Can Infrascale Compete in the Enterprise Backup Market?

Can Infrascale Compete in the Enterprise Backup Market?

Chris EvansData Protection, Enterprise, Tech Field Day, Uncategorized

It’s always interesting to learn about companies you’ve never spoken to before.  Infrascale, a presenter at Storage Field Day 19 is one recent example.  As a vendor with 60,000+ customers, this isn’t a small start-up, but an established business that’s almost 20 years’ old.  With a heritage of endpoint and enterprise data protection, is it time for another pivot to public cloud backup?


Infrascale as a brand name has been around since 2011.  Prior to that, the company was called SOS Online Backup and focused on endpoint protection.  From what I can tell, Infrascale had more of a consumer focus at that time.  The SOS brand still exists today, although the company renamed itself in 2011 to Infrascale and took $3 million in series A funding.  A second funding round followed in 2014 for a further $16.3 million.

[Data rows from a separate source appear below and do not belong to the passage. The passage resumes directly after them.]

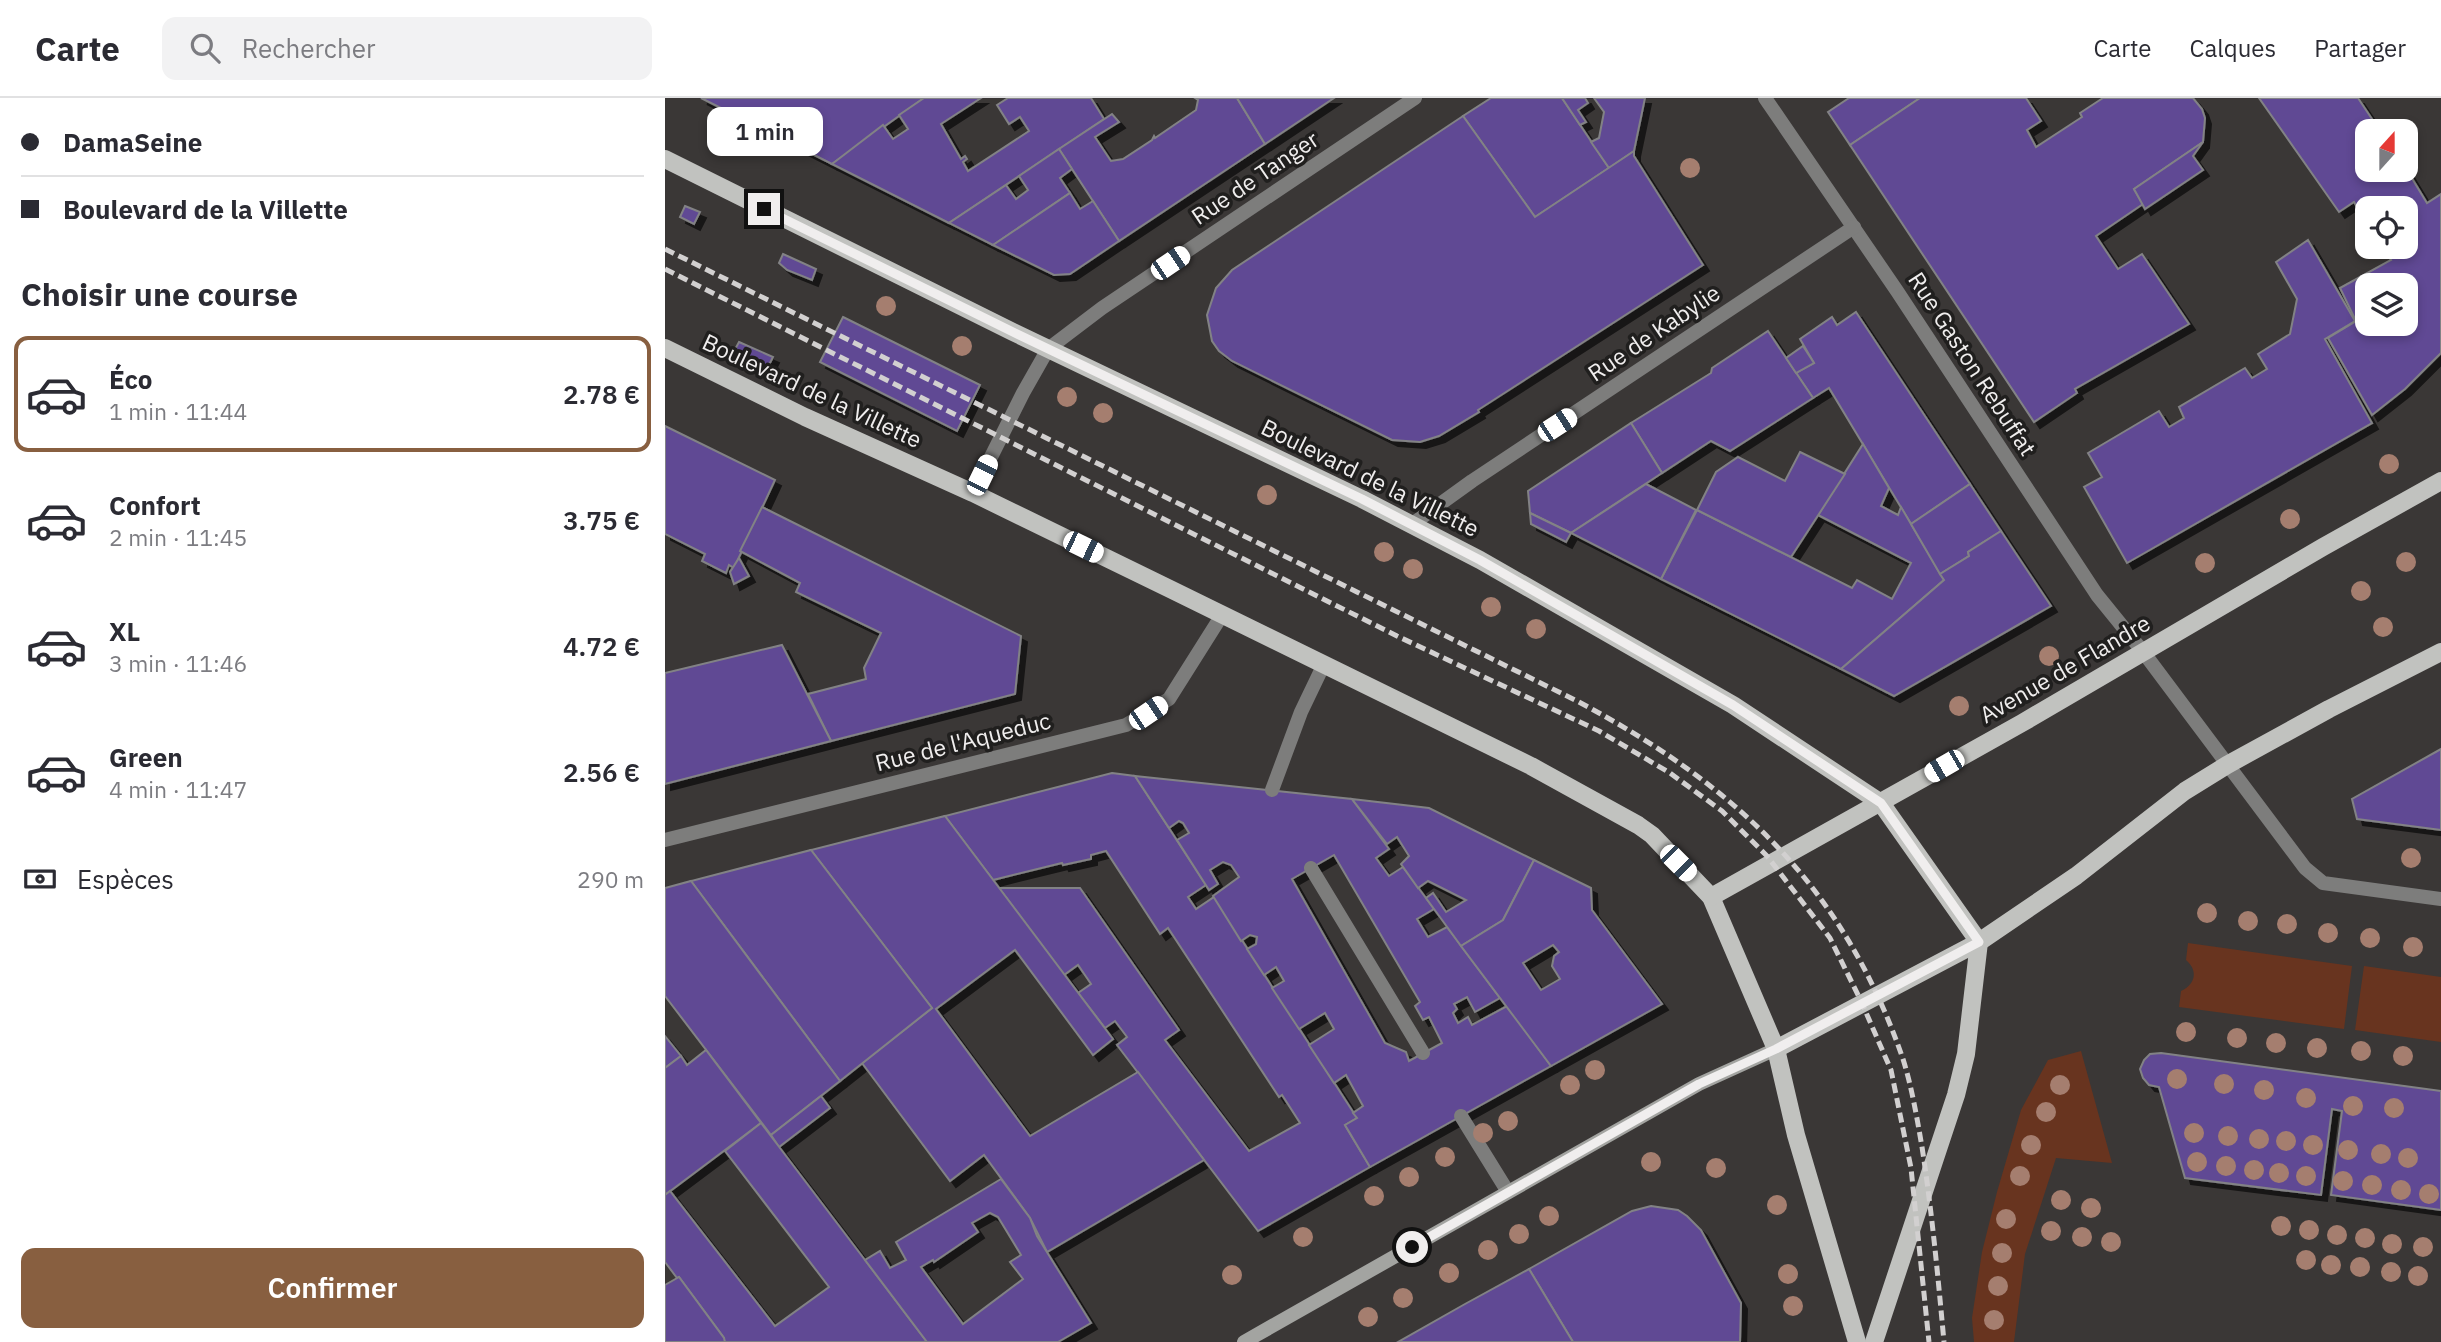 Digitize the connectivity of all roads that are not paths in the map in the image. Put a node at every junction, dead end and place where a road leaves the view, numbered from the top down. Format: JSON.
{"nodes":[{"id":1,"x":1415,"y":98,"type":"edge"},
{"id":2,"x":1765,"y":98,"type":"edge"},
{"id":3,"x":665,"y":159,"type":"edge"},
{"id":4,"x":1854,"y":227,"type":"junction"},
{"id":5,"x":665,"y":348,"type":"edge"},
{"id":6,"x":1048,"y":349,"type":"junction"},
{"id":7,"x":2441,"y":481,"type":"edge"},
{"id":8,"x":973,"y":493,"type":"junction"},
{"id":9,"x":1411,"y":525,"type":"junction"},
{"id":10,"x":1222,"y":615,"type":"junction"},
{"id":11,"x":2441,"y":652,"type":"edge"},
{"id":12,"x":2144,"y":653,"type":"junction"},
{"id":13,"x":1324,"y":664,"type":"junction"},
{"id":14,"x":2227,"y":765,"type":"junction"},
{"id":15,"x":1272,"y":790,"type":"dead end"},
{"id":16,"x":1881,"y":803,"type":"junction"},
{"id":17,"x":665,"y":840,"type":"edge"},
{"id":18,"x":1311,"y":868,"type":"dead end"},
{"id":19,"x":1711,"y":897,"type":"junction"},
{"id":20,"x":2441,"y":899,"type":"edge"},
{"id":21,"x":1979,"y":942,"type":"junction"},
{"id":22,"x":1776,"y":1049,"type":"junction"},
{"id":23,"x":1423,"y":1053,"type":"dead end"},
{"id":24,"x":1461,"y":1116,"type":"dead end"},
{"id":25,"x":1508,"y":1192,"type":"junction"},
{"id":26,"x":1244,"y":1342,"type":"edge"},
{"id":27,"x":1857,"y":1342,"type":"edge"},
{"id":28,"x":1874,"y":1342,"type":"edge"}],
"edges":[{"from":1,"to":6,"type":"street","name":"Rue de Tanger"},
{"from":2,"to":4,"type":"street","name":"Rue Gaston Rebuffat"},
{"from":3,"to":6,"type":"main road","name":"Boulevard de la Villette"},
{"from":4,"to":9,"type":"street","name":"Rue de Kabylie"},
{"from":4,"to":12,"type":"street","name":"Rue Gaston Rebuffat"},
{"from":5,"to":8,"type":"main road","name":"Boulevard de la Villette"},
{"from":6,"to":8,"type":"street","name":"Rue de Tanger"},
{"from":6,"to":9,"type":"main road","name":"Boulevard de la Villette"},
{"from":7,"to":12,"type":"main road","name":"Avenue de Flandre"},
{"from":8,"to":10,"type":"main road","name":"Boulevard de la Villette"},
{"from":9,"to":16,"type":"main road","name":"Boulevard de la Villette"},
{"from":10,"to":13,"type":"main road","name":"Boulevard de la Villette"},
{"from":10,"to":17,"type":"street","name":"Rue de l'Aqueduc"},
{"from":11,"to":14,"type":"main road"},
{"from":12,"to":14,"type":"street","name":"Rue Gaston Rebuffat"},
{"from":12,"to":16,"type":"main road","name":"Avenue de Flandre"},
{"from":13,"to":15,"type":"street"},
{"from":13,"to":19,"type":"main road","name":"Boulevard de la Villette"},
{"from":14,"to":20,"type":"street","name":"Rue Gaston Rebuffat"},
{"from":14,"to":21,"type":"main road"},
{"from":16,"to":19,"type":"main road","name":"Avenue de Flandre"},
{"from":16,"to":21,"type":"main road","name":"Boulevard de la Villette"},
{"from":18,"to":23,"type":"street"},
{"from":19,"to":22,"type":"main road","name":"Boulevard de la Villette"},
{"from":21,"to":22,"type":"main road"},
{"from":21,"to":28,"type":"main road"},
{"from":22,"to":25,"type":"main road"},
{"from":22,"to":27,"type":"main road","name":"Boulevard de la Villette"},
{"from":24,"to":25,"type":"street"},
{"from":25,"to":26,"type":"main road"}]}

Infrascale has three product lines.  Infrascale Cloud Backup provides the capability to protect data using the public cloud, with the ability to restore to the file level.  Next, Infrascale Disaster Recovery provides capabilities to protect data to an on-premises appliance, with ongoing protection in the public cloud or Infrascale private cloud.  The third product is the protection of data in SaaS applications such as Office 365 and 

The Disaster Recovery product was demoed at Storage Field Day 19.  From what we saw, the product looks mature and well-featured.  One interesting aspect of the design is the implementation of the appliance model.  On-premises appliances replicate to physical cloud-based appliances in the Infrascale Cloud or virtual appliances in the public cloud.  More on this in a moment.

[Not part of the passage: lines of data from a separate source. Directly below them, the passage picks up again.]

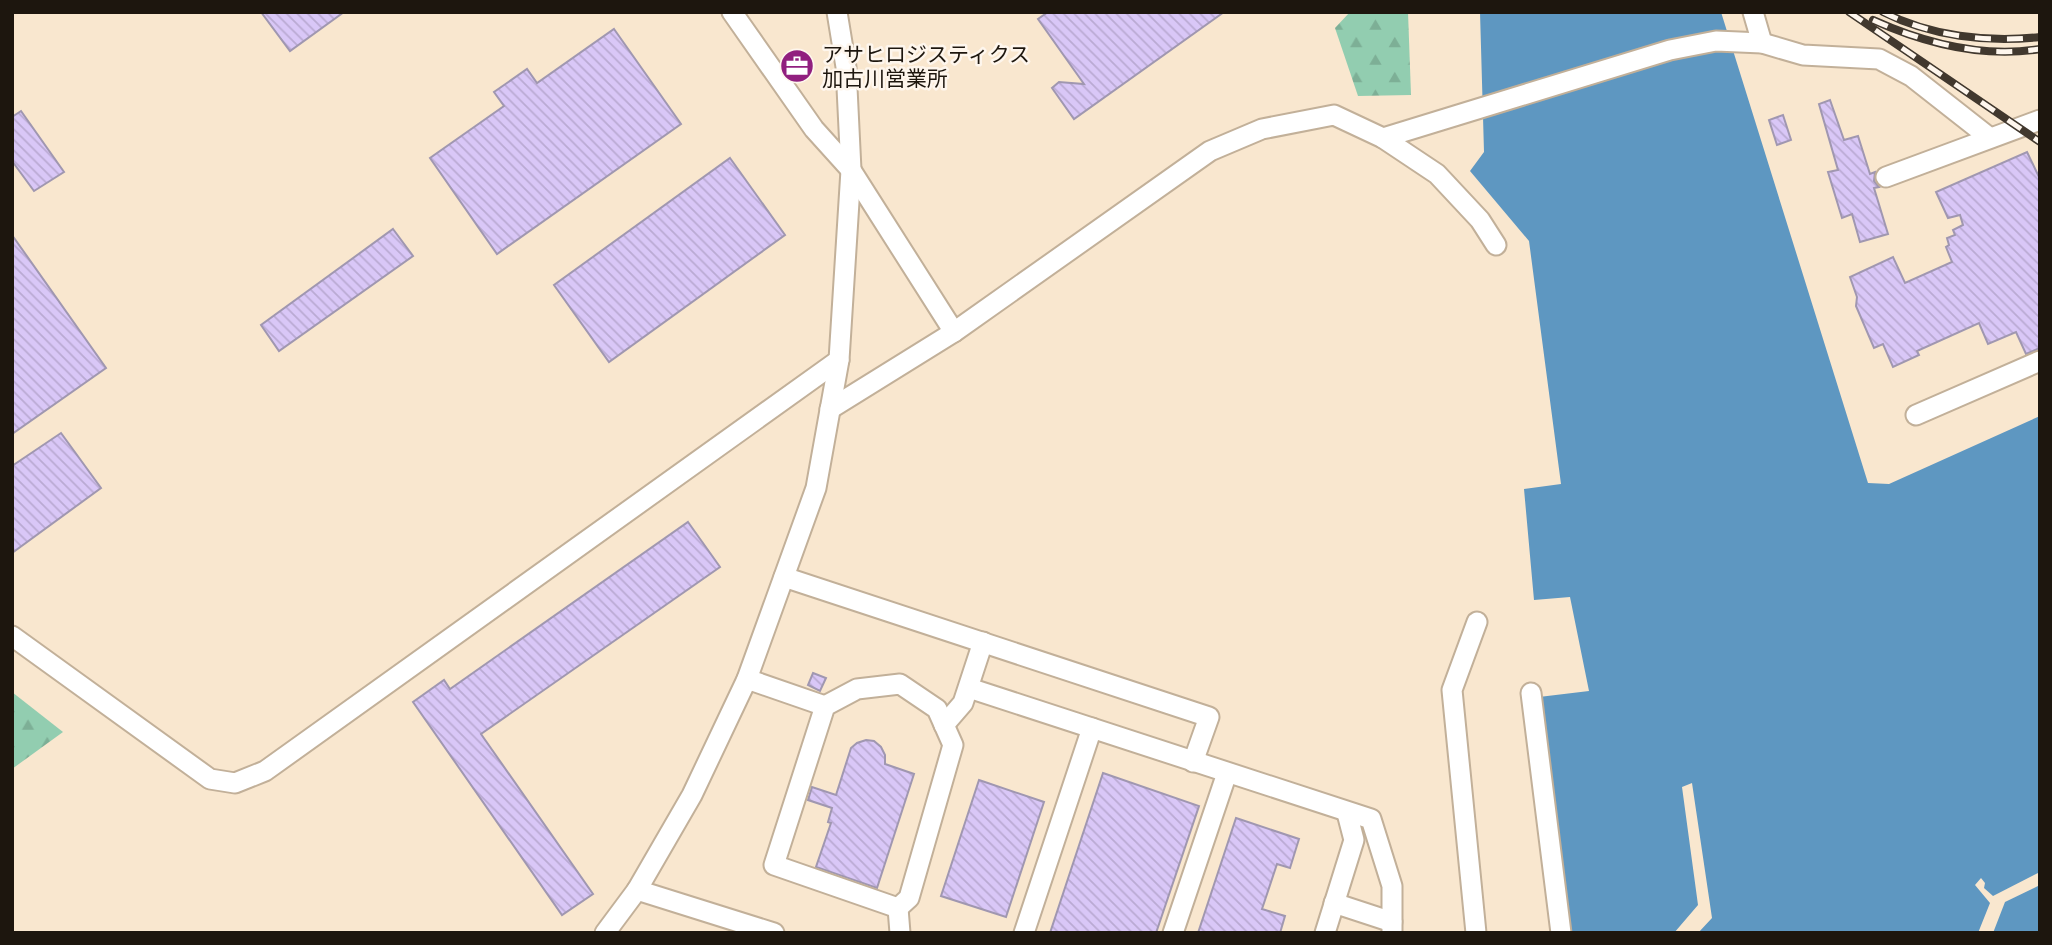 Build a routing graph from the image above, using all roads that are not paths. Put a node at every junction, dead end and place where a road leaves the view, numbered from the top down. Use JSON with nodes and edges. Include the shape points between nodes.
{"nodes":[{"id":1,"x":732,"y":12,"type":"edge"},
{"id":2,"x":837,"y":12,"type":"edge"},
{"id":3,"x":1753,"y":12,"type":"edge"},
{"id":4,"x":1762,"y":43,"type":"junction"},
{"id":5,"x":2040,"y":120,"type":"edge"},
{"id":6,"x":1383,"y":138,"type":"junction"},
{"id":7,"x":1990,"y":138,"type":"junction"},
{"id":8,"x":851,"y":170,"type":"junction"},
{"id":9,"x":1886,"y":177,"type":"dead end"},
{"id":10,"x":1496,"y":245,"type":"dead end"},
{"id":11,"x":954,"y":332,"type":"junction"},
{"id":12,"x":839,"y":360,"type":"junction"},
{"id":13,"x":2040,"y":361,"type":"edge"},
{"id":14,"x":830,"y":409,"type":"junction"},
{"id":15,"x":1916,"y":415,"type":"dead end"},
{"id":16,"x":784,"y":577,"type":"junction"},
{"id":17,"x":1477,"y":622,"type":"dead end"},
{"id":18,"x":12,"y":636,"type":"edge"},
{"id":19,"x":983,"y":642,"type":"junction"},
{"id":20,"x":747,"y":679,"type":"junction"},
{"id":21,"x":969,"y":688,"type":"junction"},
{"id":22,"x":1531,"y":693,"type":"dead end"},
{"id":23,"x":825,"y":706,"type":"junction"},
{"id":24,"x":944,"y":725,"type":"junction"},
{"id":25,"x":1092,"y":729,"type":"junction"},
{"id":26,"x":1194,"y":762,"type":"junction"},
{"id":27,"x":1227,"y":773,"type":"junction"},
{"id":28,"x":1347,"y":813,"type":"junction"},
{"id":29,"x":637,"y":890,"type":"junction"},
{"id":30,"x":1334,"y":903,"type":"junction"},
{"id":31,"x":898,"y":908,"type":"junction"},
{"id":32,"x":1392,"y":927,"type":"edge"},
{"id":33,"x":605,"y":933,"type":"edge"},
{"id":34,"x":775,"y":933,"type":"edge"},
{"id":35,"x":900,"y":933,"type":"edge"},
{"id":36,"x":1024,"y":933,"type":"edge"},
{"id":37,"x":1173,"y":933,"type":"edge"},
{"id":38,"x":1325,"y":933,"type":"edge"},
{"id":39,"x":1476,"y":933,"type":"edge"},
{"id":40,"x":1561,"y":933,"type":"edge"}],
"edges":[{"from":1,"to":8,"type":"street","via":[[814,129]]},
{"from":2,"to":8,"type":"street","via":[[846,67]]},
{"from":3,"to":4,"type":"street"},
{"from":4,"to":6,"type":"street","via":[[1716,41],[1671,50]]},
{"from":4,"to":7,"type":"street","via":[[1803,55],[1879,59],[1911,76]]},
{"from":5,"to":7,"type":"street"},
{"from":6,"to":10,"type":"street","via":[[1437,174],[1480,220]]},
{"from":6,"to":11,"type":"street","via":[[1334,115],[1262,129],[1210,151]]},
{"from":7,"to":9,"type":"street"},
{"from":8,"to":11,"type":"street"},
{"from":8,"to":12,"type":"street"},
{"from":11,"to":14,"type":"street"},
{"from":12,"to":14,"type":"street"},
{"from":12,"to":18,"type":"street","via":[[265,771],[235,783],[210,779]]},
{"from":13,"to":15,"type":"street"},
{"from":14,"to":16,"type":"street","via":[[816,488]]},
{"from":16,"to":19,"type":"street"},
{"from":16,"to":20,"type":"street"},
{"from":17,"to":39,"type":"street","via":[[1452,691]]},
{"from":19,"to":21,"type":"street"},
{"from":19,"to":26,"type":"street","via":[[1209,717]]},
{"from":20,"to":23,"type":"street"},
{"from":20,"to":29,"type":"street","via":[[692,795]]},
{"from":21,"to":24,"type":"street"},
{"from":21,"to":25,"type":"street"},
{"from":22,"to":40,"type":"street"},
{"from":23,"to":24,"type":"street","via":[[858,689],[900,684],[937,709]]},
{"from":23,"to":31,"type":"street","via":[[774,865]]},
{"from":24,"to":31,"type":"street","via":[[953,745],[909,898]]},
{"from":25,"to":26,"type":"street"},
{"from":25,"to":36,"type":"street"},
{"from":26,"to":27,"type":"street"},
{"from":27,"to":28,"type":"street"},
{"from":27,"to":37,"type":"street"},
{"from":28,"to":30,"type":"street","via":[[1354,840]]},
{"from":28,"to":32,"type":"street","via":[[1371,819],[1392,886]]},
{"from":29,"to":33,"type":"street"},
{"from":29,"to":34,"type":"street"},
{"from":30,"to":32,"type":"street"},
{"from":30,"to":38,"type":"street"},
{"from":31,"to":35,"type":"street"}]}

Chin-Fah Heoh (storagegaga on Twitter) pointed out some interesting information on the positioning of Infrascale on the Gartner Disaster Recovery as a Service magic quadrants from 2017 and 2018 in his recent post.  This saw the company drop off the radar, presumably because of a change of admission criteria.  The Gartner 2019 Data Centre Backup and Recovery MQ didn’t see Infrascale figure at all, which seems surprising, bearing in mind the depth of features available across the product range.

Big Bucks

For a company that’s only received $20 million in funding (in the current incarnation), Infrascale seems to have achieved a lot.  Compare the features and functionality to say, Rubrik, and I would venture to say that the Infrascale feature set is arguably more mature.  The question is whether Infrascale has the same “market appeal” as Rubrik, which to date has received $553 million across five rounds (the last for £261 million). 

I put the term “market appeal” in quotes because Rubrik focused on different aspects to their platform, such as policy-based management, deep search capabilities, cloud-based management tools and scale-out architecture.  The question is, though, are Infrascale and companies like Rubrik providing essentially the same set of basic data protection features?


Moving from small/medium businesses to enterprise is quite a challenge and one we will see play out again this year with other companies.  So far, Infrascale has made the transition from consumer/SME to mid-range and needs to look at upscaling to enterprise customers with enterprise features.

Dealing with enterprise-class customers can be a challenge and needs a direct sales force rather than working with partners.  As we move towards greater use of hybrid cloud, this will mean offering the ability to protect IaaS-based applications, which Infrascale doesn’t appear to offer today. 


Then there’s the appliance model.  At Storage Field Day, Chris Bayne (Chief Solutions Architect) indicated that the typical approach for scaling customers is to size for three years’ worth of backup data and replace an appliance with a larger model, if necessary.  There’s no “scale-out” as such, although multiple appliances can be supported.

The in-cloud appliance model must also have scalability challenges. It wasn’t clear how dispersed organisations replicate to the cloud – whether this is one-to-one or whether it requires multiple target appliances.  I would expect that a more efficient approach could be to replicate into a multi-tenant environment and only make a target appliance available when customers need to instantiate a recovery.  This is perhaps one of the evolutions the Infrascale platform needs to make.

The Architect’s View

Building a successful data protection business doesn’t need hundreds of millions of dollars of investments unless of course, you like hosting parties.  However, application deployment models are changing, with more of a focus on the data rather than the application.  As a result, companies such as Infrascale will need to transform their offerings to more cloud-like solutions and build joined-up capabilities like unified search. 

With new management in place, I’m interested to see where Infrascale will go.  Hopefully, the company can transform with its customers as they adopt a greater hybrid and multi-cloud approach to their businesses.